* _TO DO_
A verbatim transcript of the data that follows, free of images, is the expected result.

Records excerpted from a collection:
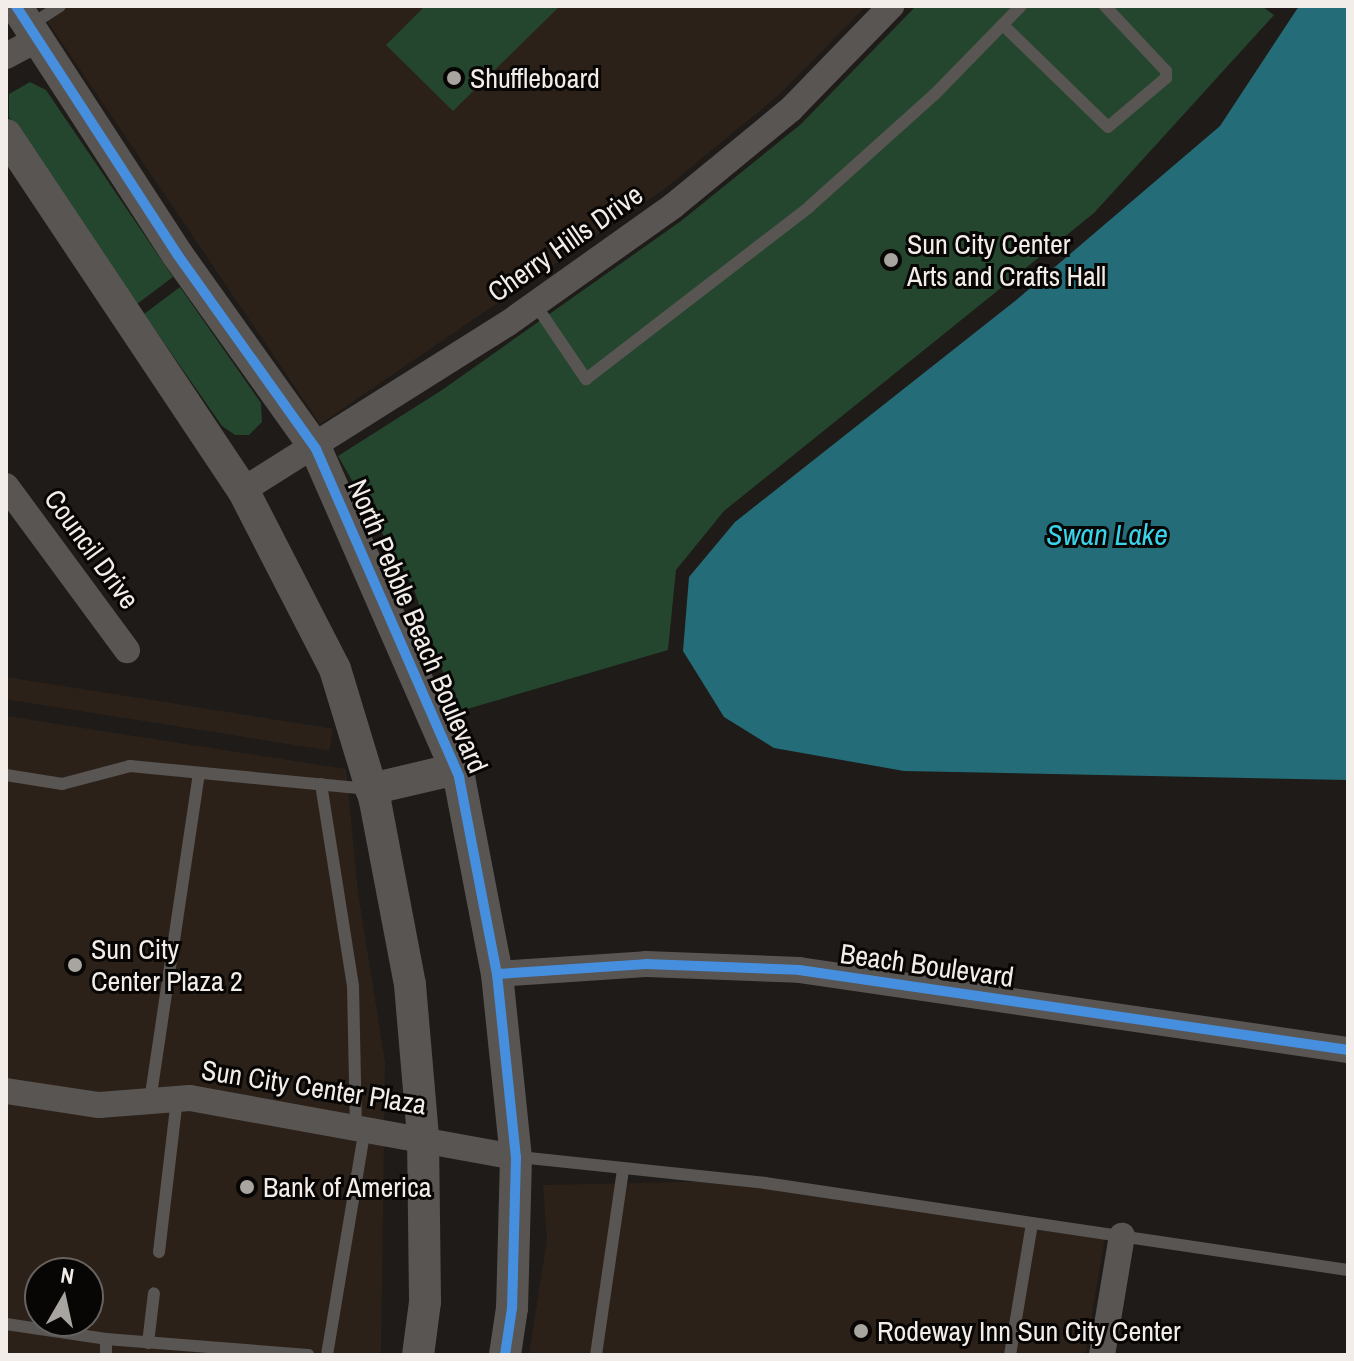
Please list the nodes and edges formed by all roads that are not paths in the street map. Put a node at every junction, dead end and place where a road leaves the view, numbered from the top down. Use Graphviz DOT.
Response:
graph roads {
  1 [pos="60,6"];
  2 [pos="891,6"];
  3 [pos="1021,6"];
  4 [pos="1105,6"];
  5 [pos="27,24"];
  6 [pos="1003,25"];
  7 [pos="6,56"];
  8 [pos="6,135"];
  9 [pos="535,304"];
  10 [pos="316,449"];
  11 [pos="6,486"];
  12 [pos="243,490"];
  13 [pos="127,650"];
  14 [pos="456,769"];
  15 [pos="199,773"];
  16 [pos="6,775"];
  17 [pos="321,784"];
  18 [pos="371,789"];
  19 [pos="497,974"];
  20 [pos="1348,1050"];
  21 [pos="6,1091"];
  22 [pos="177,1099"];
  23 [pos="150,1101"];
  24 [pos="360,1126"];
  25 [pos="423,1136"];
  26 [pos="516,1157"];
  27 [pos="623,1171"];
  28 [pos="1032,1224"];
  29 [pos="1122,1236"];
  30 [pos="159,1252"];
  31 [pos="1348,1270"];
  32 [pos="154,1293"];
  33 [pos="6,1324"];
  34 [pos="106,1339"];
  35 [pos="148,1343"];
  36 [pos="106,1355"];
  37 [pos="308,1355"];
  38 [pos="327,1355"];
  39 [pos="418,1355"];
  40 [pos="505,1355"];
  41 [pos="596,1355"];
  42 [pos="1010,1355"];
  43 [pos="1102,1355"];
  1 -- 5 [label="lane"];
  2 -- 9 [label="street, Cherry Hills Drive"];
  3 -- 6 [label="lane"];
  4 -- 6 [label="lane"];
  5 -- 7 [label="street"];
  5 -- 10 [label="street, North Pebble Beach Boulevard"];
  6 -- 9 [label="lane"];
  8 -- 12 [label="street"];
  9 -- 10 [label="street, Cherry Hills Drive"];
  10 -- 12 [label="street, Cherry Hills Drive"];
  10 -- 14 [label="street, North Pebble Beach Boulevard"];
  11 -- 13 [label="street, Council Drive"];
  12 -- 18 [label="street"];
  14 -- 18 [label="street"];
  14 -- 19 [label="street, North Pebble Beach Boulevard"];
  15 -- 16 [label="lane"];
  15 -- 17 [label="lane"];
  15 -- 23 [label="lane"];
  17 -- 18 [label="lane"];
  17 -- 24 [label="lane"];
  18 -- 25 [label="street"];
  19 -- 20 [label="street, Beach Boulevard"];
  19 -- 26 [label="street, North Pebble Beach Boulevard"];
  21 -- 23 [label="street, Sun City Center Plaza"];
  22 -- 23 [label="street, Sun City Center Plaza"];
  22 -- 24 [label="street, Sun City Center Plaza"];
  22 -- 30 [label="lane"];
  24 -- 25 [label="street, Sun City Center Plaza"];
  24 -- 38 [label="lane"];
  25 -- 26 [label="street, Sun City Center Plaza"];
  25 -- 39 [label="street"];
  26 -- 27 [label="lane"];
  26 -- 40 [label="street, North Pebble Beach Boulevard"];
  27 -- 28 [label="lane"];
  27 -- 41 [label="lane"];
  28 -- 29 [label="lane"];
  28 -- 42 [label="lane"];
  29 -- 31 [label="lane"];
  29 -- 43 [label="street"];
  32 -- 35 [label="lane"];
  33 -- 34 [label="lane"];
  34 -- 35 [label="lane"];
  34 -- 36 [label="lane"];
  35 -- 37 [label="lane"];
}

* _OUTPUT OF THE TASK_
Please list the nodes and edges formed by all roads that are not paths in the street map. Put a node at every junction, dead end and place where a road leaves the view, numbered from the top down. Use Graphviz DOT.
Response:
graph roads {
  1 [pos="60,6"];
  2 [pos="891,6"];
  3 [pos="1021,6"];
  4 [pos="1105,6"];
  5 [pos="27,24"];
  6 [pos="1003,25"];
  7 [pos="6,56"];
  8 [pos="6,135"];
  9 [pos="535,304"];
  10 [pos="316,449"];
  11 [pos="6,486"];
  12 [pos="243,490"];
  13 [pos="127,650"];
  14 [pos="456,769"];
  15 [pos="199,773"];
  16 [pos="6,775"];
  17 [pos="321,784"];
  18 [pos="371,789"];
  19 [pos="497,974"];
  20 [pos="1348,1050"];
  21 [pos="6,1091"];
  22 [pos="177,1099"];
  23 [pos="150,1101"];
  24 [pos="360,1126"];
  25 [pos="423,1136"];
  26 [pos="516,1157"];
  27 [pos="623,1171"];
  28 [pos="1032,1224"];
  29 [pos="1122,1236"];
  30 [pos="159,1252"];
  31 [pos="1348,1270"];
  32 [pos="154,1293"];
  33 [pos="6,1324"];
  34 [pos="106,1339"];
  35 [pos="148,1343"];
  36 [pos="106,1355"];
  37 [pos="308,1355"];
  38 [pos="327,1355"];
  39 [pos="418,1355"];
  40 [pos="505,1355"];
  41 [pos="596,1355"];
  42 [pos="1010,1355"];
  43 [pos="1102,1355"];
  1 -- 5 [label="lane"];
  2 -- 9 [label="street, Cherry Hills Drive"];
  3 -- 6 [label="lane"];
  4 -- 6 [label="lane"];
  5 -- 7 [label="street"];
  5 -- 10 [label="street, North Pebble Beach Boulevard"];
  6 -- 9 [label="lane"];
  8 -- 12 [label="street"];
  9 -- 10 [label="street, Cherry Hills Drive"];
  10 -- 12 [label="street, Cherry Hills Drive"];
  10 -- 14 [label="street, North Pebble Beach Boulevard"];
  11 -- 13 [label="street, Council Drive"];
  12 -- 18 [label="street"];
  14 -- 18 [label="street"];
  14 -- 19 [label="street, North Pebble Beach Boulevard"];
  15 -- 16 [label="lane"];
  15 -- 17 [label="lane"];
  15 -- 23 [label="lane"];
  17 -- 18 [label="lane"];
  17 -- 24 [label="lane"];
  18 -- 25 [label="street"];
  19 -- 20 [label="street, Beach Boulevard"];
  19 -- 26 [label="street, North Pebble Beach Boulevard"];
  21 -- 23 [label="street, Sun City Center Plaza"];
  22 -- 23 [label="street, Sun City Center Plaza"];
  22 -- 24 [label="street, Sun City Center Plaza"];
  22 -- 30 [label="lane"];
  24 -- 25 [label="street, Sun City Center Plaza"];
  24 -- 38 [label="lane"];
  25 -- 26 [label="street, Sun City Center Plaza"];
  25 -- 39 [label="street"];
  26 -- 27 [label="lane"];
  26 -- 40 [label="street, North Pebble Beach Boulevard"];
  27 -- 28 [label="lane"];
  27 -- 41 [label="lane"];
  28 -- 29 [label="lane"];
  28 -- 42 [label="lane"];
  29 -- 31 [label="lane"];
  29 -- 43 [label="street"];
  32 -- 35 [label="lane"];
  33 -- 34 [label="lane"];
  34 -- 35 [label="lane"];
  34 -- 36 [label="lane"];
  35 -- 37 [label="lane"];
}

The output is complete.